─── Data for the task ───
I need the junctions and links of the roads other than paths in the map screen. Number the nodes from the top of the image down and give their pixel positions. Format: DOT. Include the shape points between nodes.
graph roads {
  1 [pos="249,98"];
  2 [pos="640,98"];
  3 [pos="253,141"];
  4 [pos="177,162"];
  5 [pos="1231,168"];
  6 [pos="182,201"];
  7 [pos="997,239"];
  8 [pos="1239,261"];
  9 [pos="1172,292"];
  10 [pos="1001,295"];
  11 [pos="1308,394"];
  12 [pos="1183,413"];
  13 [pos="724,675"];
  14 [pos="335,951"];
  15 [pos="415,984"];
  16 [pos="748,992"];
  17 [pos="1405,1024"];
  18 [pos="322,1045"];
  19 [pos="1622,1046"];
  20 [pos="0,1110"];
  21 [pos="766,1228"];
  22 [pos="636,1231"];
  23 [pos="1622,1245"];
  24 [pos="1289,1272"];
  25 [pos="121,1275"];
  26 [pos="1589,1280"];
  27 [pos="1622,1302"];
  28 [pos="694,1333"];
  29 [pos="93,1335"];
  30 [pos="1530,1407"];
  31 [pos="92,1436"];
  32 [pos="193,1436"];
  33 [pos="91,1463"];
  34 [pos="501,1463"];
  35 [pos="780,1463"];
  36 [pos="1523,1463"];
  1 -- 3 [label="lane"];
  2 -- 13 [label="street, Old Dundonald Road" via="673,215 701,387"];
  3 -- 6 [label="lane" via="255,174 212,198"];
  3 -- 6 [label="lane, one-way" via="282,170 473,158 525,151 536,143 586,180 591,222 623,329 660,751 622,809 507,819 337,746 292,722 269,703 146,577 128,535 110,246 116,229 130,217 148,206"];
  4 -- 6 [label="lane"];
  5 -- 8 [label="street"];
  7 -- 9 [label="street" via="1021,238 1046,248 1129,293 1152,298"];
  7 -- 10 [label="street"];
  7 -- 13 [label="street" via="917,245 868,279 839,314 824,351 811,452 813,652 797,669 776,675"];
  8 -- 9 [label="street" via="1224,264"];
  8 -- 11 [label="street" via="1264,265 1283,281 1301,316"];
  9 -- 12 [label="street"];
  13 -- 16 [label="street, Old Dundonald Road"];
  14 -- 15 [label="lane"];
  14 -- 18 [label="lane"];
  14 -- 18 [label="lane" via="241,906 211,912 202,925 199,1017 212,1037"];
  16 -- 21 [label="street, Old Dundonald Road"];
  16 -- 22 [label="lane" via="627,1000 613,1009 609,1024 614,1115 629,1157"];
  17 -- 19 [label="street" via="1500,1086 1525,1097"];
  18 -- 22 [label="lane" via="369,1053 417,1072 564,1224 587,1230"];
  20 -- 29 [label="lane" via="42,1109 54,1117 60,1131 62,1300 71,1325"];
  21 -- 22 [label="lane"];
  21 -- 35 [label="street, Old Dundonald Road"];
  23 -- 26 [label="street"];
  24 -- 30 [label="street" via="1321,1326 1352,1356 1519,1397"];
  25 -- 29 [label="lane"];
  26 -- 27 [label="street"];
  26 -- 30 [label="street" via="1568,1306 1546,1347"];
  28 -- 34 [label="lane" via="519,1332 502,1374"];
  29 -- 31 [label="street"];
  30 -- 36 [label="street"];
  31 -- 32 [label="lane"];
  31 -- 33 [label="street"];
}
───
> Required action
Go through the listing and write out each line exactly.

> Solved exercise
I need the junctions and links of the roads other than paths in the map screen. Number the nodes from the top of the image down and give their pixel positions. Format: DOT. Include the shape points between nodes.
graph roads {
  1 [pos="249,98"];
  2 [pos="640,98"];
  3 [pos="253,141"];
  4 [pos="177,162"];
  5 [pos="1231,168"];
  6 [pos="182,201"];
  7 [pos="997,239"];
  8 [pos="1239,261"];
  9 [pos="1172,292"];
  10 [pos="1001,295"];
  11 [pos="1308,394"];
  12 [pos="1183,413"];
  13 [pos="724,675"];
  14 [pos="335,951"];
  15 [pos="415,984"];
  16 [pos="748,992"];
  17 [pos="1405,1024"];
  18 [pos="322,1045"];
  19 [pos="1622,1046"];
  20 [pos="0,1110"];
  21 [pos="766,1228"];
  22 [pos="636,1231"];
  23 [pos="1622,1245"];
  24 [pos="1289,1272"];
  25 [pos="121,1275"];
  26 [pos="1589,1280"];
  27 [pos="1622,1302"];
  28 [pos="694,1333"];
  29 [pos="93,1335"];
  30 [pos="1530,1407"];
  31 [pos="92,1436"];
  32 [pos="193,1436"];
  33 [pos="91,1463"];
  34 [pos="501,1463"];
  35 [pos="780,1463"];
  36 [pos="1523,1463"];
  1 -- 3 [label="lane"];
  2 -- 13 [label="street, Old Dundonald Road" via="673,215 701,387"];
  3 -- 6 [label="lane" via="255,174 212,198"];
  3 -- 6 [label="lane, one-way" via="282,170 473,158 525,151 536,143 586,180 591,222 623,329 660,751 622,809 507,819 337,746 292,722 269,703 146,577 128,535 110,246 116,229 130,217 148,206"];
  4 -- 6 [label="lane"];
  5 -- 8 [label="street"];
  7 -- 9 [label="street" via="1021,238 1046,248 1129,293 1152,298"];
  7 -- 10 [label="street"];
  7 -- 13 [label="street" via="917,245 868,279 839,314 824,351 811,452 813,652 797,669 776,675"];
  8 -- 9 [label="street" via="1224,264"];
  8 -- 11 [label="street" via="1264,265 1283,281 1301,316"];
  9 -- 12 [label="street"];
  13 -- 16 [label="street, Old Dundonald Road"];
  14 -- 15 [label="lane"];
  14 -- 18 [label="lane"];
  14 -- 18 [label="lane" via="241,906 211,912 202,925 199,1017 212,1037"];
  16 -- 21 [label="street, Old Dundonald Road"];
  16 -- 22 [label="lane" via="627,1000 613,1009 609,1024 614,1115 629,1157"];
  17 -- 19 [label="street" via="1500,1086 1525,1097"];
  18 -- 22 [label="lane" via="369,1053 417,1072 564,1224 587,1230"];
  20 -- 29 [label="lane" via="42,1109 54,1117 60,1131 62,1300 71,1325"];
  21 -- 22 [label="lane"];
  21 -- 35 [label="street, Old Dundonald Road"];
  23 -- 26 [label="street"];
  24 -- 30 [label="street" via="1321,1326 1352,1356 1519,1397"];
  25 -- 29 [label="lane"];
  26 -- 27 [label="street"];
  26 -- 30 [label="street" via="1568,1306 1546,1347"];
  28 -- 34 [label="lane" via="519,1332 502,1374"];
  29 -- 31 [label="street"];
  30 -- 36 [label="street"];
  31 -- 32 [label="lane"];
  31 -- 33 [label="street"];
}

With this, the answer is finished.